UI Simplification = Confusion

Individual UI Simplification - Collective Confusion

Success and failure of recent operating systems (mobile or desktop) are quite often attributed to the user interface and the "experience" it provides. Simple interfaces are sought after. Interfaces that even a child can understand. While this has created beautiful individual applications (Flipboard, Facebook Timeline, TweetDeck, Ribbon UI) that are easier use, the cost of switching between apps becomes tremendous. I'm posting this to see if anyone has the same feelings that I do.

Muscle Memory

I am fairly certain that I could get into a 1957 Ford Thunderbird and drive it just like I could get into any car produced 20 years from now and drive it (if I can convince the computer to relinquish control). This is possible because of the standard steering wheel, brake, gas combination that is found in every car. There are slight variations (third pedal, drive selector on floor) and incremental improvements (paddle shifters, power steering) but the core actions required to operate the vehicle remain unchanged.
When I look at something like the Ribbon UI the change is frightening. When I first started the application it took me 3-4 minutes to realize that the Office Icon was a button hiding my print, save and open options. After using the Ribbon UI for a few weeks I once again able to quickly move around the interface and discover where options and tools were. It was great and I enjoyed the clean look of the interface. The problem is I eventually realized that all this time spent learning this interface was for only 5-6 applications provided by Microsoft Office and potentially future Microsoft applications.

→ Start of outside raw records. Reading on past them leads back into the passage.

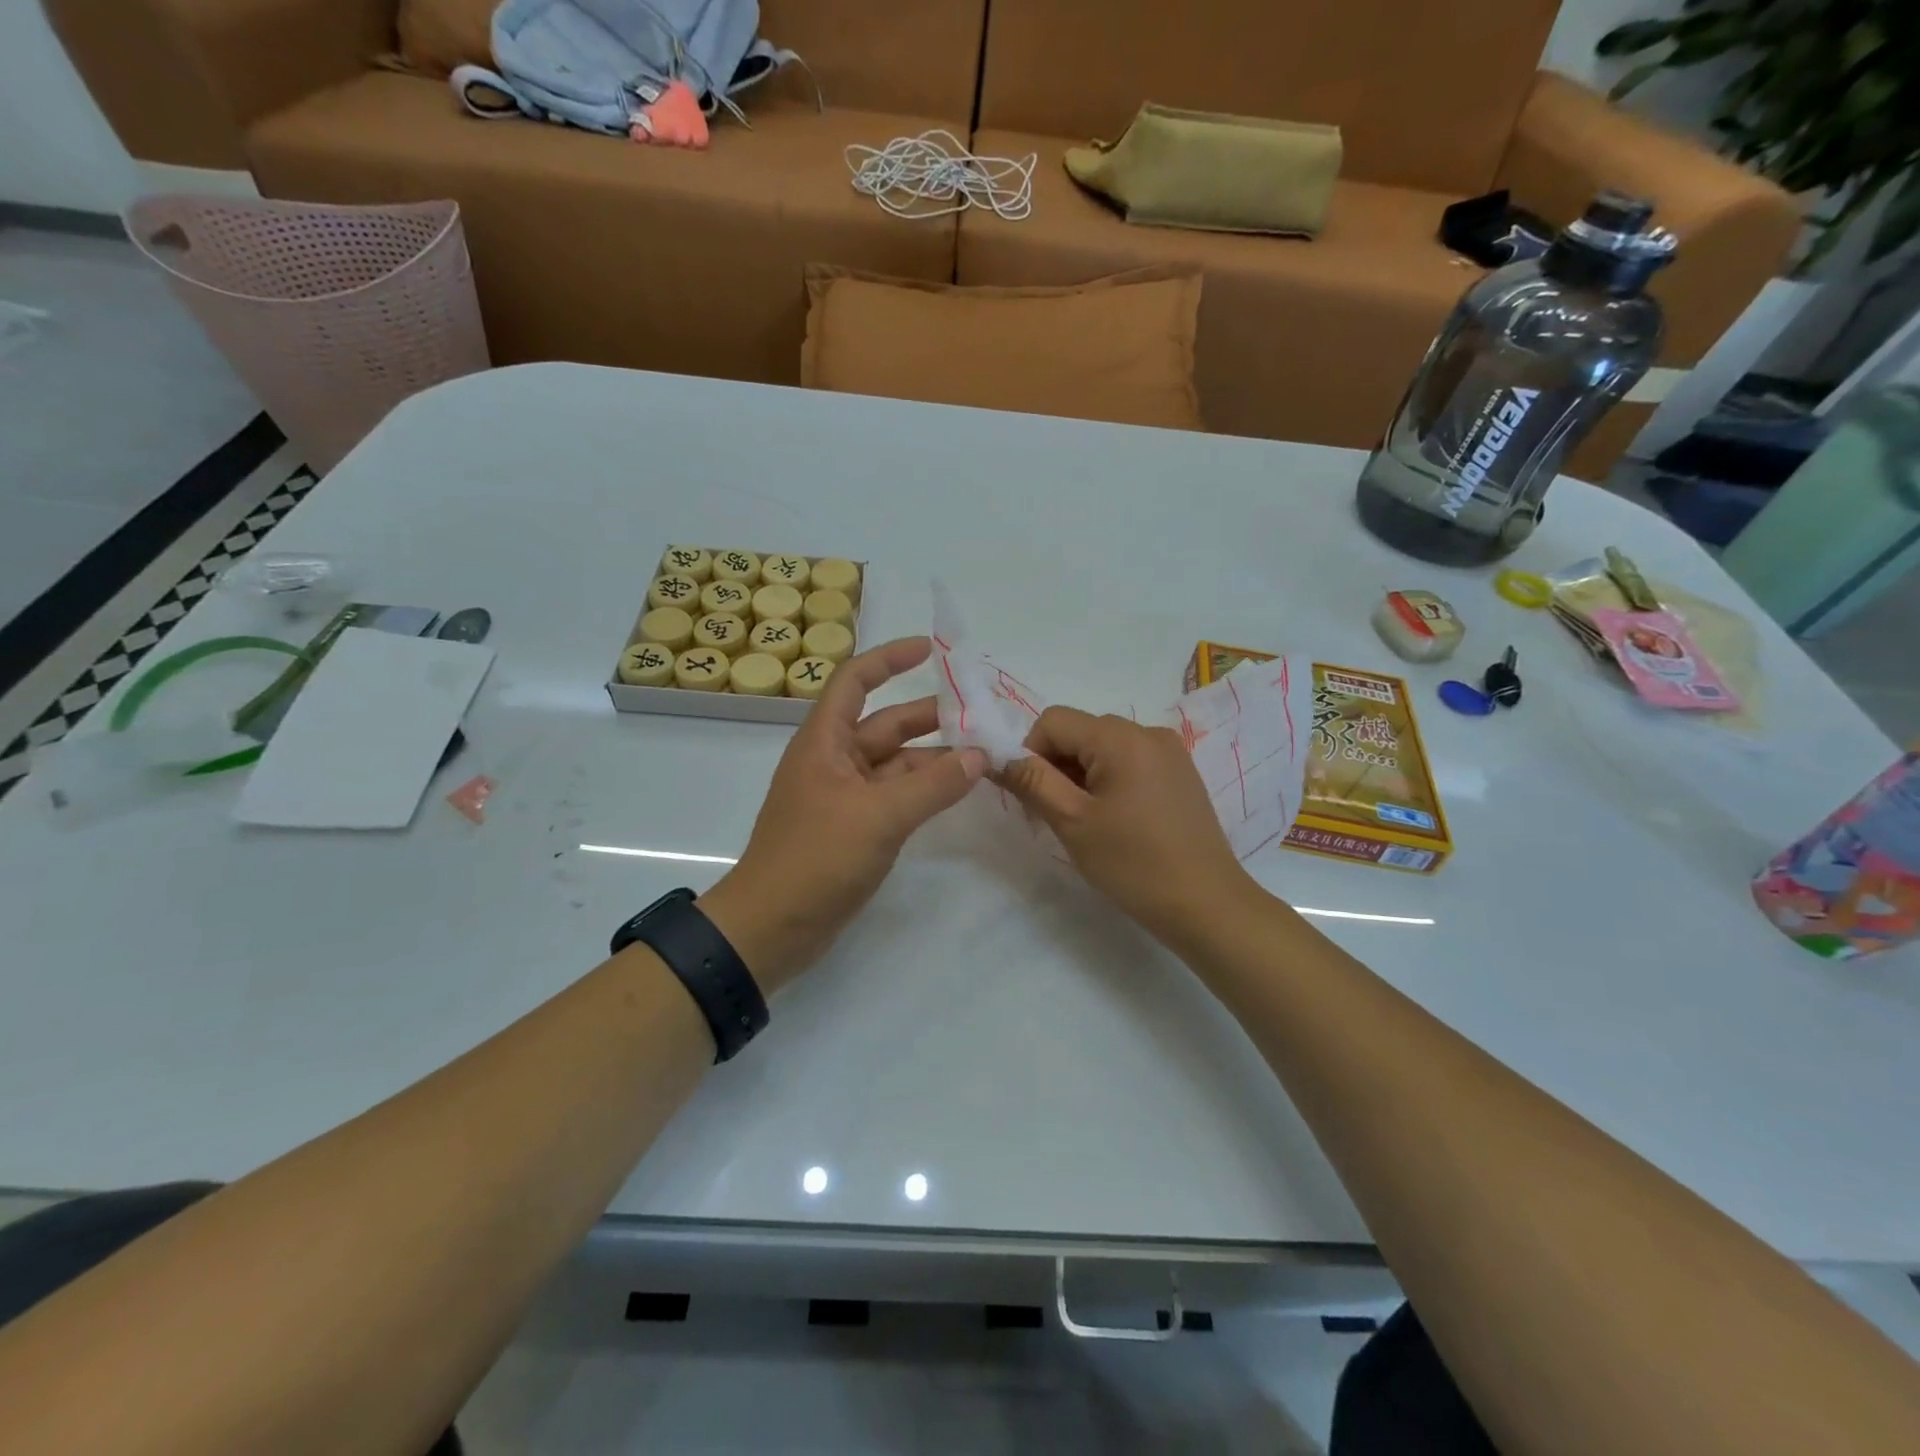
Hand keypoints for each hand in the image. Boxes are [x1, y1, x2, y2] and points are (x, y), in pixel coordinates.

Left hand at [699, 637, 986, 992]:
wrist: (772, 927)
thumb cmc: (816, 858)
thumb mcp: (879, 816)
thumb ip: (933, 785)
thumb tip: (979, 757)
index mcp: (825, 742)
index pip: (856, 681)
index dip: (890, 659)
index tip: (932, 649)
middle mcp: (834, 761)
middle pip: (886, 724)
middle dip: (930, 716)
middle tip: (981, 713)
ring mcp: (845, 797)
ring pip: (897, 764)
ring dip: (935, 758)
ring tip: (983, 755)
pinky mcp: (855, 829)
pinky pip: (896, 797)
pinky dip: (926, 791)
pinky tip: (958, 791)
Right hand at [999, 707, 1253, 947]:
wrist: (1207, 904)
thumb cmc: (1134, 863)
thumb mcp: (1072, 822)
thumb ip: (1032, 781)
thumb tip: (998, 756)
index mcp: (1120, 737)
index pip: (1053, 720)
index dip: (1030, 753)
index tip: (1031, 798)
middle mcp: (1147, 732)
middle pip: (1080, 732)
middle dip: (1055, 766)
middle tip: (1054, 816)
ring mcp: (1169, 752)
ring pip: (1103, 748)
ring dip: (1081, 776)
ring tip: (1087, 823)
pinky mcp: (1180, 773)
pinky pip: (1129, 761)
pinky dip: (1109, 781)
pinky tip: (1116, 821)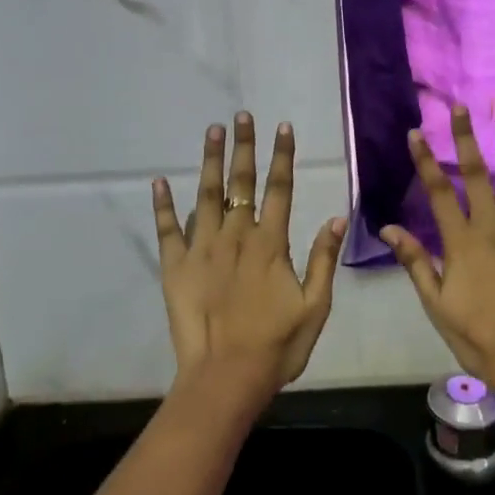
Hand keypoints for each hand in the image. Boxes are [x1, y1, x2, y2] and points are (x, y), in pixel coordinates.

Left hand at [153, 113, 346, 403]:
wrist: (226, 378)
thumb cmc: (276, 346)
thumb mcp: (314, 307)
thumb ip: (323, 261)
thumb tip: (335, 218)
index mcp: (270, 244)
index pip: (280, 190)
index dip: (282, 156)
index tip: (282, 127)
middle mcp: (236, 237)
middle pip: (241, 183)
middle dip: (244, 147)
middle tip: (242, 116)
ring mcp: (202, 249)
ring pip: (206, 196)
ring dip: (211, 161)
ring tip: (213, 131)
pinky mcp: (175, 267)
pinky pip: (167, 230)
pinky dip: (163, 205)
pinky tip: (159, 181)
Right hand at [381, 106, 494, 403]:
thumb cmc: (476, 336)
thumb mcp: (435, 303)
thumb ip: (416, 262)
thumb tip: (389, 229)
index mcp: (461, 242)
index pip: (438, 192)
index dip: (425, 161)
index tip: (416, 132)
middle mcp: (493, 229)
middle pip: (476, 176)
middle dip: (467, 140)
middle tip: (462, 108)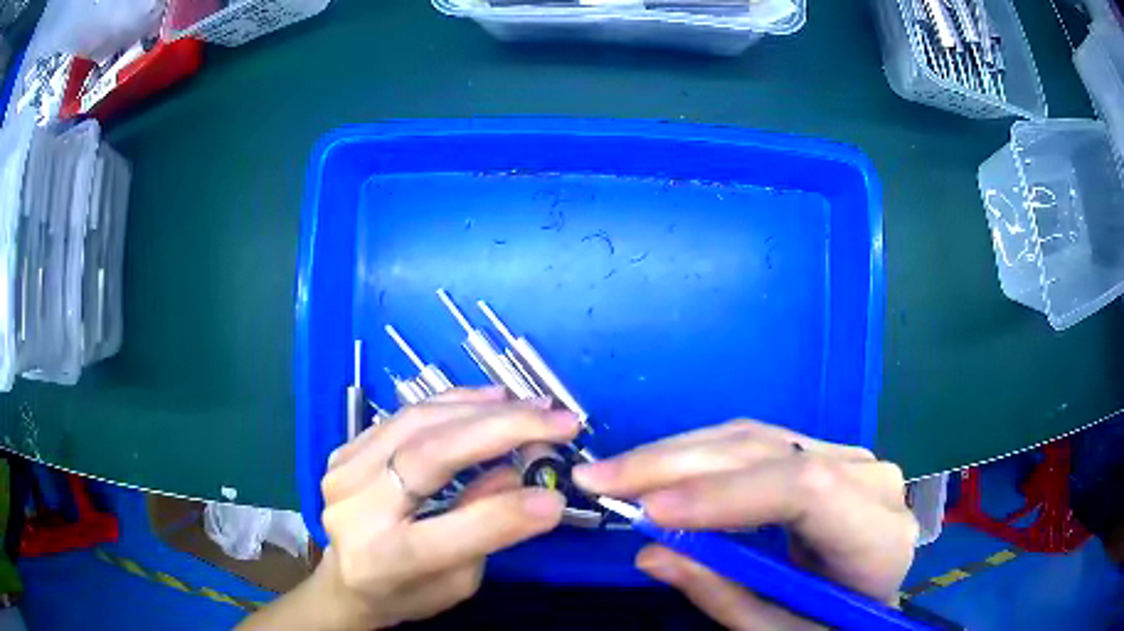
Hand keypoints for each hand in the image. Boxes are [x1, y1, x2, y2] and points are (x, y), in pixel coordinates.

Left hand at [295, 388, 579, 629]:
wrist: (344, 580)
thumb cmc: (406, 593)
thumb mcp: (456, 582)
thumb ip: (484, 533)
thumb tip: (521, 477)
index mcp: (385, 559)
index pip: (456, 529)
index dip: (511, 511)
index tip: (558, 496)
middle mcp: (356, 508)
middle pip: (431, 455)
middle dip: (503, 431)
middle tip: (560, 421)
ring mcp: (345, 472)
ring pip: (419, 422)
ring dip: (483, 408)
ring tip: (533, 405)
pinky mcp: (345, 450)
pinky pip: (404, 415)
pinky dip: (453, 402)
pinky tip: (491, 398)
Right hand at [572, 420, 916, 629]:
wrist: (872, 596)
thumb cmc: (832, 625)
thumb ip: (727, 596)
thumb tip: (652, 552)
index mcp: (877, 536)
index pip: (808, 492)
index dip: (726, 495)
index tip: (650, 511)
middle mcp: (870, 480)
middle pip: (774, 454)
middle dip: (679, 464)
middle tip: (600, 478)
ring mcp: (849, 459)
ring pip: (758, 438)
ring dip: (680, 453)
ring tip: (617, 471)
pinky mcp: (824, 454)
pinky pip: (758, 444)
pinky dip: (701, 455)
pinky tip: (660, 467)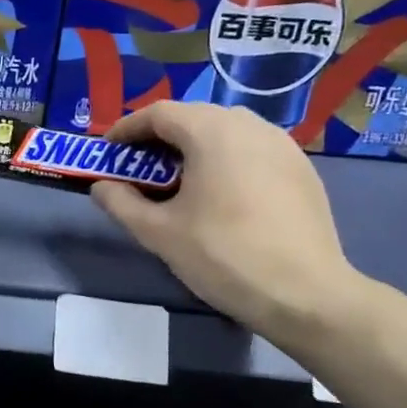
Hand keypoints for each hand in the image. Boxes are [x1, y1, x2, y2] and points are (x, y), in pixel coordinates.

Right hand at [90, 102, 361, 336]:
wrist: (305, 294)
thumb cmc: (223, 256)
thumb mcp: (159, 233)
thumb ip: (121, 203)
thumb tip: (101, 187)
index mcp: (212, 132)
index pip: (159, 113)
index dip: (127, 128)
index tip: (109, 150)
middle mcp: (250, 126)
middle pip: (194, 116)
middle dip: (160, 136)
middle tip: (138, 165)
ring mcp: (282, 145)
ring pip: (226, 130)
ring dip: (194, 146)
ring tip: (176, 178)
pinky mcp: (301, 168)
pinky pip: (252, 149)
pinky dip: (225, 158)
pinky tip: (218, 192)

The standard C menubar is found in a majority of the programs on all three of the desktop Operating Systems (Mac, Linux, Windows). This standard UI allowed me to switch between different applications fairly quickly. An example would be recently a coworker started using NetBeans as their IDE and said out loud "oops I accidentally lost my project window". Without hesitation and before he could look I said "Go to the Window menubar item". I've never used NetBeans but I knew what to do without even looking at the screen. Now if every software (across OS’s) was to use the Ribbon Interface with somewhat standard tabs I would be content in not trying to memorize two different layouts.

Literacy is not declining

App designers seem to think that the literacy rate is declining. The use of icons without text makes sense with standard icons that can’t be interpreted in multiple ways: Home, Trash, Folders, Settings (Gear), Save (Floppy Disk), Print (printer).

Above we have 3 icons which represent the same thing. The first two look like a document with both pictures and text. It’s easy to tell that they represent a newspaper so this icon is talking about some sort of news. The third icon which I believe many of you would already know is from Instagram. It shows a heart within a talk bubble. My head is immediately thinking phonesex or some type of skype sex service. Sadly there is no text below to confirm my disgusting assumptions, instead I click on it and find out that this icon also represents news.

Before launching into my criticisms of Google I applaud their effort of standardizing all of their services to create a cohesive theme with large buttons easily touched on mobile devices. My complaints are the ambiguous icons that don’t have text.

From the left the first three icons are pretty standard although they could be misinterpreted. There is a sharing/friends icon, some type of folder icon and then a trash icon. The third icon is confusing because it looks to be an eyeball. In a majority of programs an open eye is a visible object while a closed eye is a hidden object. There are also a minority of applications which use the eyeball as a preview icon. Most applications use a document with a magnifying glass for a preview icon. The only way to determine the effect of the icon is to click on it or to hover the mouse over the top (which is impossible on a touch screen).

The confusion could easily be eliminated if they added a small amount of text to explain the icon, just like they do for google plus. Even though everyone knows what an icon of a house is; placing a label there doesn’t hurt anything.


Maybe I was too young to remember a similar battle before the era of File, Edit, Tools, Windows, Help. It could be that history is just repeating itself. There are some promising things that are out there. Many iOS apps use a settings gear in the upper left hand corner to denote the settings. Android was promising with their dedicated menu button though I am wary of where that is heading in future releases.

The multitudes of UI layouts, symbols and interactions (between the 40 or so regular applications that I use) leave me constantly relearning interfaces. The simplicity and beauty of these individual apps have left my brain jumbled and confused when constantly switching between them.

I can at least count on one website who has managed to remain incredibly simple for the past decade. Craigslist seems to be a website that people of all ages can use due to its simplicity, for now.